Prompt
Go through the entries and count the lines with the string "橋場通り" in them. Give only that number.

Material for the task
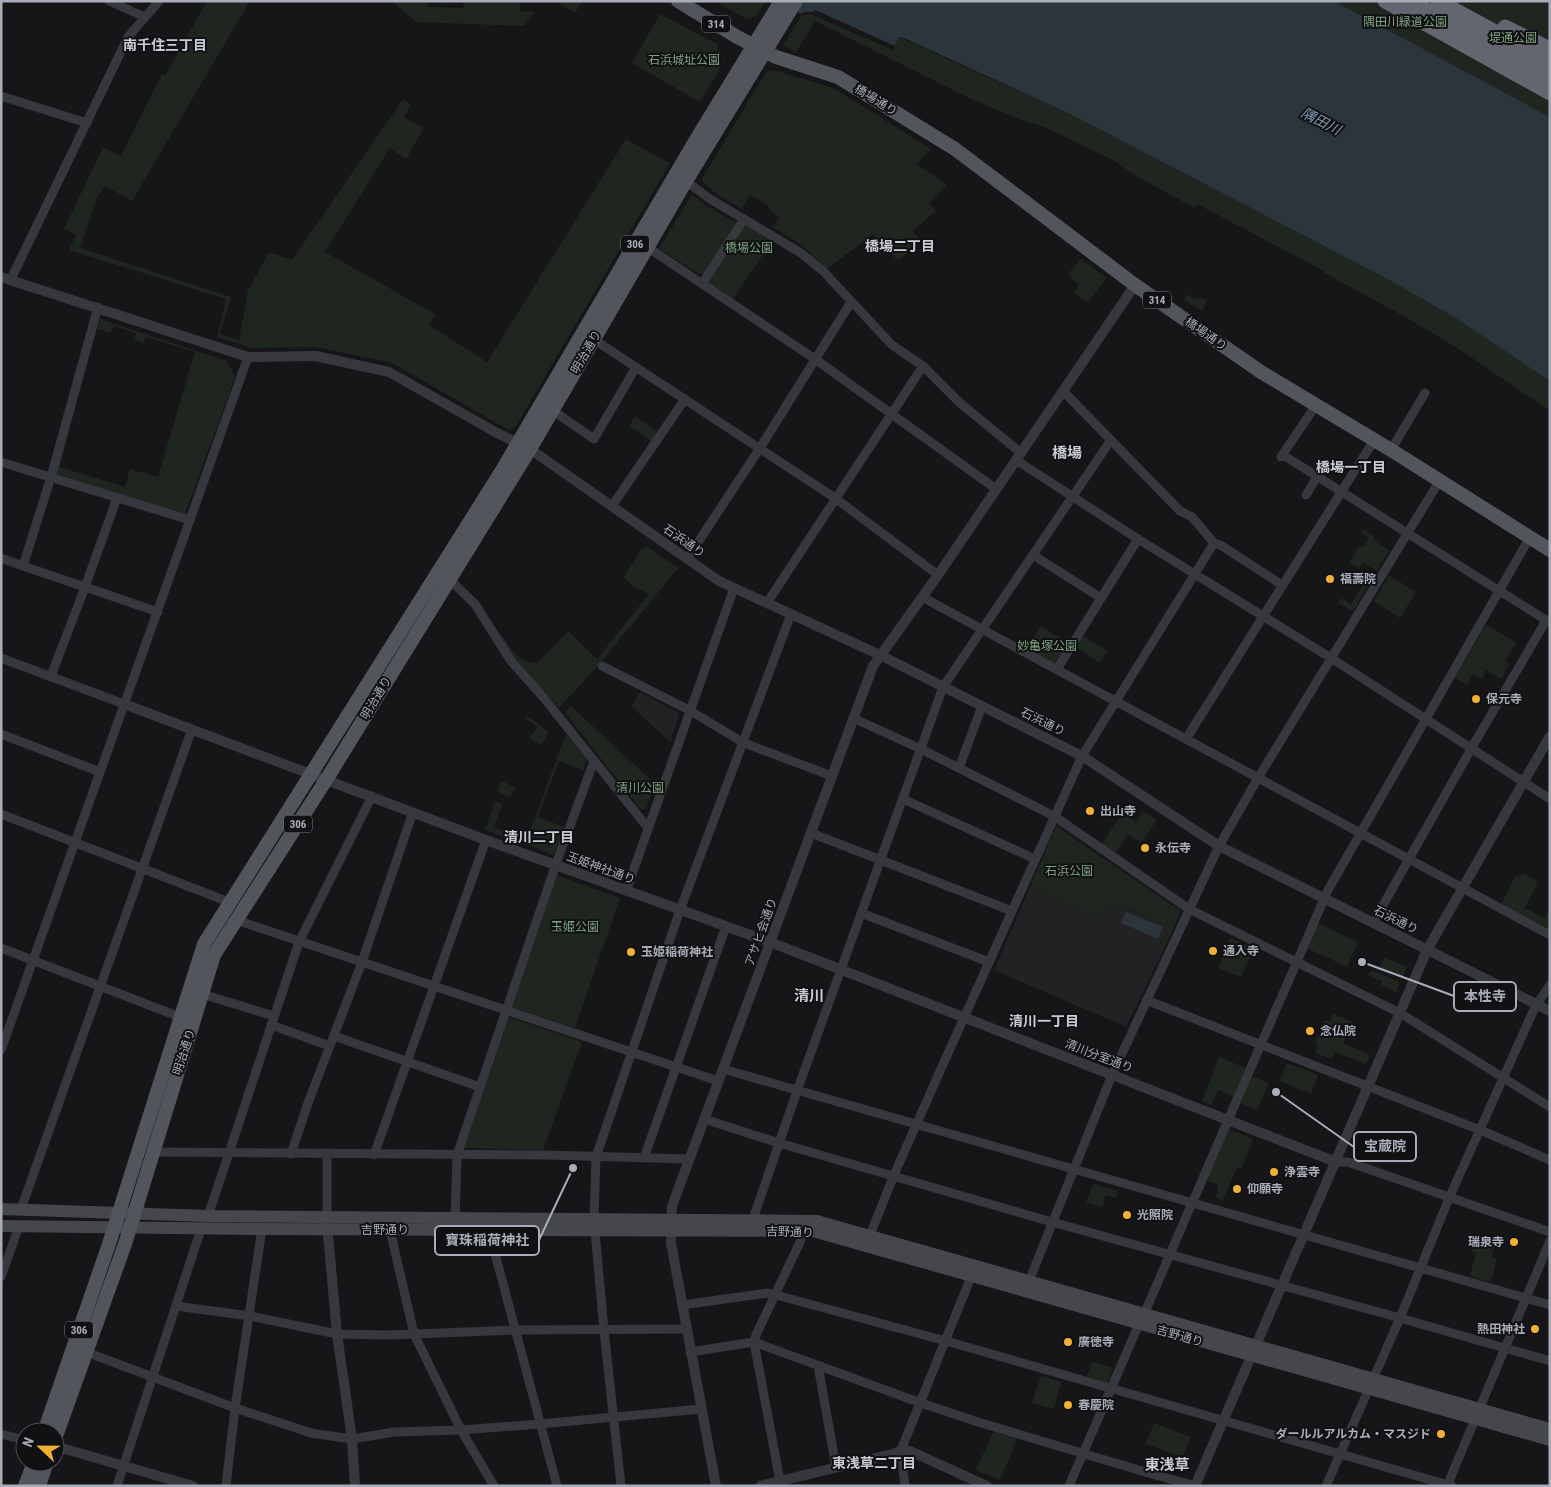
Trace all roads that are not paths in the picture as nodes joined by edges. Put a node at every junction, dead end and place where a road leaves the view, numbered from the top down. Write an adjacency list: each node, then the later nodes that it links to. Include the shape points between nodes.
1 (109, 1): 9 (street)
2 (159, 1): 9 (street)
3 (678, 1): 10 (main road, 314)
4 (1385, 1): 14 (highway)
5 (1410, 1): 13 (highway)
6 (1438, 1): 12 (highway)
7 (1446, 1): 11 (highway)
8 (787, 3): 10 (main road, 明治通り / 306)
9 (145, 17): 16 (street, via 128,37)
10 (760, 49): 17 (main road, 明治通り / 306); 22 (main road, 橋場通り / 314, via 838,77 955,150); 37 (main road, 明治通り / 306, via 693,145)
11 (1550, 49)
12 (1550, 64)
13 (1550, 79)
14 (1550, 93)
15 (1, 96): 16 (street)
16 (87, 123): 20 (street)
17 (686, 181): 18 (street); 19 (main road, 明治通り / 306)
18 (744, 219): 21 (street); 23 (street, via 801,253 823,271)
19 (647, 247): 21 (street); 25 (main road, 明治通り / 306)
20 (6, 278): 24 (street, 石浜通り)
21 (702, 284): 27 (street)
22 (1135, 285): 30 (street, アサヒ会通り); 33 (main road, 橋場通り / 314, via 1261,372)
23 (851, 302): 27 (street); 28 (street, via 892,345)
24 (98, 308): 26 (street, 石浜通り); 42 (street)
25 (594, 339): 29 (street); 34 (main road, 明治通り / 306)
26 (248, 357): 37 (street, 石浜通り, via 316,356 389,372); 52 (street)
27 (815, 359): 35 (street); 39 (street)
28 (922, 366): 35 (street); 40 (street)
29 (636, 367): 32 (street); 34 (street, via 594,438)
30 (1063, 391): 36 (street); 40 (street, アサヒ会通り)
31 (1425, 393): 38 (street)
32 (684, 399): 39 (street); 51 (street)
33 (1316, 405): 38 (main road, 橋場通り / 314); 43 (street, via 1282,456)
34 (552, 410): 37 (main road, 明治通り / 306)
35 (891, 415): 45 (street); 50 (street)
36 (1111, 440): 48 (street); 56 (street, via 1180,510 1192,517)
37 (524, 446): 51 (street, 石浜通り); 64 (main road, 明治通り / 306); 101 (main road, 明治通り / 306, via 502,472)
38 (1387, 447): 44 (main road, 橋場通り / 314); 46 (street, via 1374,443)
39 (760, 448): 50 (street); 60 (street)
40 (1019, 456): 45 (street, アサヒ会通り); 48 (street)
41 (1, 462): 42 (street)
42 (51, 477): 49 (street); 61 (street)
43 (1317, 477): 46 (street); 47 (street)
44 (1440, 480): 53 (street); 54 (main road, 橋場通り / 314)
45 (996, 489): 63 (street, アサヒ会通り)
46 (1341, 492): 53 (street); 65 (street)
47 (1306, 495)
48 (1073, 497): 55 (street); 58 (street)
49 (117, 498): 52 (street); 66 (street)
50 (835, 498): 63 (street); 71 (street)
51 (612, 506): 60 (street, 石浜通り)
52 (190, 520): 72 (street)
53 (1408, 534): 68 (street); 79 (street)
54 (1530, 537): 57 (main road, 橋場通り / 314); 68 (street)
55 (1138, 539): 62 (street); 70 (street)
56 (1214, 543): 62 (street); 65 (street)
57 (1550, 550)
58 (1033, 555): 70 (street); 76 (street)
59 (1, 558): 61 (street)
60 (687, 559): 67 (street, 石浜通り)
61 (23, 566): 66 (street)
62 (1194, 573): 74 (street); 84 (street)
63 (938, 575): 69 (street, アサヒ会通り)
64 (449, 580): 98 (street, via 475,604 511,661); 104 (main road, 明治通り / 306)
65 (1282, 585): 74 (street)
66 (85, 587): 72 (street); 82 (street)
67 (734, 588): 71 (street, 石浜通り); 87 (street)
68 (1498, 591): 75 (street); 89 (street)
69 (922, 596): 76 (street); 77 (street, アサヒ会通り)
70 (1101, 598): 81 (street)
71 (767, 603): 73 (street, 石浜通り)
72 (158, 612): 85 (street)
73 (792, 614): 77 (street, 石浜通り); 94 (street)
74 (1262, 616): 79 (street); 93 (street)
75 (1547, 621): 96 (street)
76 (982, 629): 81 (street); 83 (street)
77 (880, 655): 83 (street, 石浜通り); 88 (street, アサヒ会通り)
78 (1, 658): 82 (street)
79 (1331, 658): 89 (street); 103 (street)
80 (602, 666): 87 (street)
81 (1057, 669): 84 (street)
82 (51, 676): 85 (street)
83 (943, 686): 86 (street, 石浜通り); 95 (street)
84 (1114, 702): 93 (street); 97 (street)
85 (124, 704): 90 (street, 玉姫神社通り); 100 (street)
86 (982, 706): 97 (street, 石浜通り); 99 (street)
87 (689, 710): 94 (street); 112 (street)
88 (853, 718): 95 (street); 102 (street, アサヒ会通り)
89 (1425, 719): 96 (street); 113 (street)
90 (192, 729): 101 (street, 玉姫神社通り); 122 (street)
91 (1, 734): 100 (street)
92 (1550, 736): 105 (street)
93 (1186, 739): 103 (street)
94 (744, 743): 102 (street); 128 (street)
95 (921, 749): 99 (street); 107 (street)
96 (1471, 749): 105 (street); 120 (street)
97 (1082, 756): 111 (street); 117 (street, 石浜通り)
98 (594, 761): 112 (street); 121 (street)
99 (959, 768): 111 (street)
100 (100, 772): 116 (street)
101 (311, 774): 104 (street, 玉姫神社通り); 126 (main road, 明治通り / 306)
102 (832, 776): 114 (street, アサヒ会通り)
103 (1258, 778): 113 (street); 117 (street)
104 (326, 780): 106 (street, 玉姫神社通り); 131 (main road, 明治通り / 306)
105 (1524, 782): 108 (street); 123 (street)
106 (372, 796): 109 (street, 玉姫神社通り); 135 (street)
107 (903, 799): 118 (street); 119 (street)
108 (1550, 799)
109 (413, 812): 115 (street, 玉姫神社通り); 141 (street)
110 (1, 814): 116 (street)
111 (1054, 816): 119 (street); 127 (street)
112 (648, 828): 124 (street)
113 (1361, 832): 120 (street); 125 (street)
114 (811, 833): 118 (street); 136 (street, アサヒ会通り)
115 (486, 840): 121 (street, 玉姫神社通り); 145 (street)
116 (75, 842): 122 (street); 139 (street)
117 (1219, 846): 125 (street, 石浜通り); 127 (street)
118 (881, 859): 129 (street); 130 (street)
119 (1035, 859): 129 (street)
120 (1408, 859): 123 (street); 132 (street)
121 (556, 864): 124 (street, 玉姫神社通り); 150 (street)
122 (142, 868): 126 (street); 146 (street)
123 (1463, 889): 134 (street); 138 (street)
124 (626, 891): 128 (street, 玉姫神社通り)
125 (1324, 899): 132 (street, 石浜通り); 140 (street)
126 (229, 902): 153 (main road, 明治通り / 306, via 204,944)
127 (1188, 909): 140 (street); 148 (street)
128 (680, 910): 133 (street, 玉姫神社通り); 161 (street)
129 (1012, 911): 142 (street)
130 (861, 913): 142 (street); 143 (street)
131 (236, 920): 135 (street); 147 (main road, 明治通り / 306, via 214,955)
132 (1374, 924): 138 (street, 石浜通り)
133 (726, 926): 136 (street, 玉姫神社通り); 163 (street)
134 (1550, 935)
135 (299, 942): 141 (street); 155 (street)
136 (770, 942): 143 (street, 清川分室通り); 164 (street, アサヒ会通り)
137 (1, 948): 139 (street)
138 (1427, 950): 149 (street, 石浜通り); 152 (street)
139 (33, 961): 146 (street); 160 (street)
140 (1296, 961): 152 (street); 158 (street)
141 (362, 962): 145 (street); 157 (street)
142 (989, 962): 154 (street)
143 (841, 969): 154 (street, 清川分室通り); 170 (street)
144 (1550, 985): 149 (street)
145 (434, 986): 150 (street); 162 (street)
146 (100, 987): 153 (street); 193 (street)
147 (202, 994): 155 (street); 156 (main road, 明治通り / 306)
148 (1146, 1000): 158 (street); 165 (street)
149 (1536, 1005): 151 (street, 石浜通り); 166 (street)
150 (506, 1010): 161 (street); 168 (street)
151 (1550, 1011)
152 (1400, 1012): 166 (street); 169 (street)
153 (180, 1017): 156 (street); 194 (main road, 明治通り / 306)
154 (964, 1017): 165 (street, 清川分室通り); 174 (street)
155 (273, 1020): 159 (street); 178 (street)
156 (194, 1022): 177 (main road, 明治通り / 306)
157 (334, 1036): 159 (street); 162 (street)
158 (1260, 1044): 169 (street); 173 (street)
159 (330, 1046): 180 (street)
160 (1, 1050)
161 (633, 1052): 163 (street); 183 (street)
162 (407, 1062): 168 (street); 181 (street)
163 (677, 1067): 167 (street); 184 (street)
164 (723, 1069): 167 (street, アサヒ会通り); 170 (street)
165 (1112, 1075): 173 (street, 清川分室通り); 188 (street)
166 (1503, 1078): 171 (street); 175 (street)
167 (718, 1081): 172 (street, アサヒ会通り)
168 (480, 1087): 182 (street)
169 (1368, 1088): 175 (street); 187 (street)
170 (797, 1091): 174 (street); 176 (street)
171 (1550, 1107)
172 (704, 1119): 176 (street); 185 (street, アサヒ会通り)
173 (1227, 1119): 187 (street, 清川分室通り); 191 (street)
174 (917, 1124): 188 (street); 189 (street)
175 (1480, 1130): 186 (street); 190 (street)
176 (779, 1143): 189 (street); 197 (street)
177 (152, 1152): 178 (street); 198 (main road, 明治通り / 306)
178 (229, 1153): 180 (street); 195 (street)
179 (327, 1153): 180 (street); 181 (street); 200 (street)
180 (291, 1154)
181 (374, 1155): 182 (street)
182 (457, 1155): 183 (street); 196 (street)
183 (596, 1158): 184 (street); 201 (street)
184 (644, 1158): 185 (street)
185 (690, 1159): 202 (street, アサヒ会通り, via 672,1206)
186 (1550, 1160)
187 (1336, 1162): 190 (street, via 1348,1162); 212 (street)
188 (1074, 1168): 191 (street); 199 (street)
189 (894, 1175): 199 (street); 213 (street)
190 (1450, 1196): 211 (street); 216 (street)
191 (1191, 1202): 212 (street); 215 (street)
192 (1, 1209): 193 (main road, 吉野通り)
193 (21, 1209): 194 (main road, 吉野通り)
194 (119, 1213): 198 (main road, 吉野通り); 205 (main road, 明治通り / 306)
195 (208, 1216): 198 (main road, 吉野通り); 200 (main road, 吉野通り)
196 (455, 1218): 200 (main road, 吉野通り); 201 (main road, 吉野通り)
197 (753, 1220): 202 (main road, 吉野通り); 213 (main road, 吉野通り, via 817,1221)
198 (132, 1221): 205 (main road, 吉野通り); 206 (main road, 吉野通り); 238 (main road, 明治通り / 306)
199 (1052, 1222): 215 (street); 219 (street)
200 (327, 1223): 207 (main road, 吉野通り); 208 (main road, 吉野通り); 232 (street)
201 (595, 1225): 202 (main road, 吉野通り); 209 (main road, 吉野通り); 230 (street)
202 (671, 1225): 210 (main road, 吉野通り); 223 (street, アサヒ会通り)
203 (1, 1226): 204 (main road, 吉野通り)
204 (19, 1226): 205 (main road, 吉野通り); 218 (street)
205 (114, 1228): 251 (main road, 明治通り / 306)
206 (202, 1229): 207 (main road, 吉野通り); 225 (street)
207 (262, 1229): 226 (street)
208 (390, 1230): 209 (main road, 吉野通り); 233 (street)
209 (489, 1231): 229 (street)
210 (803, 1231): 217 (main road, 吉野通り); 221 (street)
211 (1550, 1232)
212 (1304, 1234): 216 (street); 220 (street)
213 (870, 1235): 219 (main road, 吉野通り)
214 (1550, 1241): 222 (street)
215 (1169, 1253): 220 (street); 228 (street)
216 (1420, 1268): 222 (street); 227 (street)
217 (971, 1276): 228 (main road, 吉野通り); 234 (street)
218 (1, 1277)
219 (1028, 1281): 228 (main road, 吉野通り)
220 (1282, 1285): 227 (street); 237 (street)
221 (776, 1295): 223 (street, via 768,1293); 234 (street); 235 (street)
222 (1526, 1298): 224 (street); 236 (street)
223 (682, 1305): 231 (street, アサヒ会通り)
224 (1550, 1305)
225 (176, 1306): 226 (street); 242 (street)
226 (250, 1316): 232 (street); 246 (street)
227 (1400, 1318): 236 (street); 243 (street)
228 (1141, 1319): 237 (main road, 吉野通り); 244 (street)
229 (515, 1330): 230 (street); 233 (street); 253 (street)
230 (604, 1330): 231 (street); 249 (street)
231 (686, 1330): 239 (street, アサヒ会通り)
232 (338, 1334): 233 (street); 258 (street)
233 (414, 1334): 255 (street)
234 (946, 1341): 244 (street); 245 (street)
235 (754, 1342): 239 (street); 241 (street); 268 (street)
236 (1505, 1348): 240 (street); 248 (street)
237 (1254, 1351): 243 (main road, 吉野通り); 250 (street)
238 (86, 1352): 242 (street); 252 (main road, 明治通り / 306)
239 (690, 1352): 247 (street, アサヒ会通り)
240 (1550, 1361)
241 (820, 1366): 245 (street); 265 (street)
242 (152, 1377): 246 (street); 264 (street)
243 (1371, 1384): 248 (main road, 吉野通り); 263 (street)
244 (1110, 1389): 250 (street); 262 (street)
245 (920, 1403): 261 (street); 262 (street)
246 (236, 1408): 258 (street, via 311,1433); 274 (street)
247 (702, 1409): 249 (street); 279 (street, アサヒ会通り)
248 (1477, 1414): 254 (main road, 吉野通り); 259 (main road, 吉野通り); 269 (street)
249 (613, 1416): 253 (street); 278 (street)
250 (1223, 1421): 263 (street); 284 (street)
251 (47, 1422)
252 (61, 1422)
253 (540, 1424): 255 (street); 277 (street)
254 (1550, 1429)
255 (461, 1430): 258 (street, via 394,1432); 276 (street)
256 (1, 1434): 257 (street)
257 (15, 1438)
258 (352, 1439): 275 (street)
259 (1550, 1440)
260 (65, 1449): 264 (street)
261 (902, 1450): 265 (street); 281 (street); 282 (street)
262 (1084, 1453): 283 (street); 284 (street)
263 (1340, 1454): 269 (street); 285 (street)
264 (124, 1466): 272 (street); 273 (street)
265 (836, 1467): 268 (street)
266 (30, 1472): 270 (main road)
267 (44, 1472): 271 (main road)
268 (780, 1481): 280 (street)
269 (1449, 1485)
270 (25, 1486)
271 (39, 1486)
272 (117, 1486)
273 (193, 1486)
274 (226, 1486)
275 (355, 1486)
276 (494, 1486)
277 (557, 1486)
278 (621, 1486)
279 (716, 1486)
280 (760, 1486)
281 (905, 1486)
282 (987, 1486)
283 (1069, 1486)
284 (1195, 1486)
285 (1326, 1486)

Answer to this exercise
6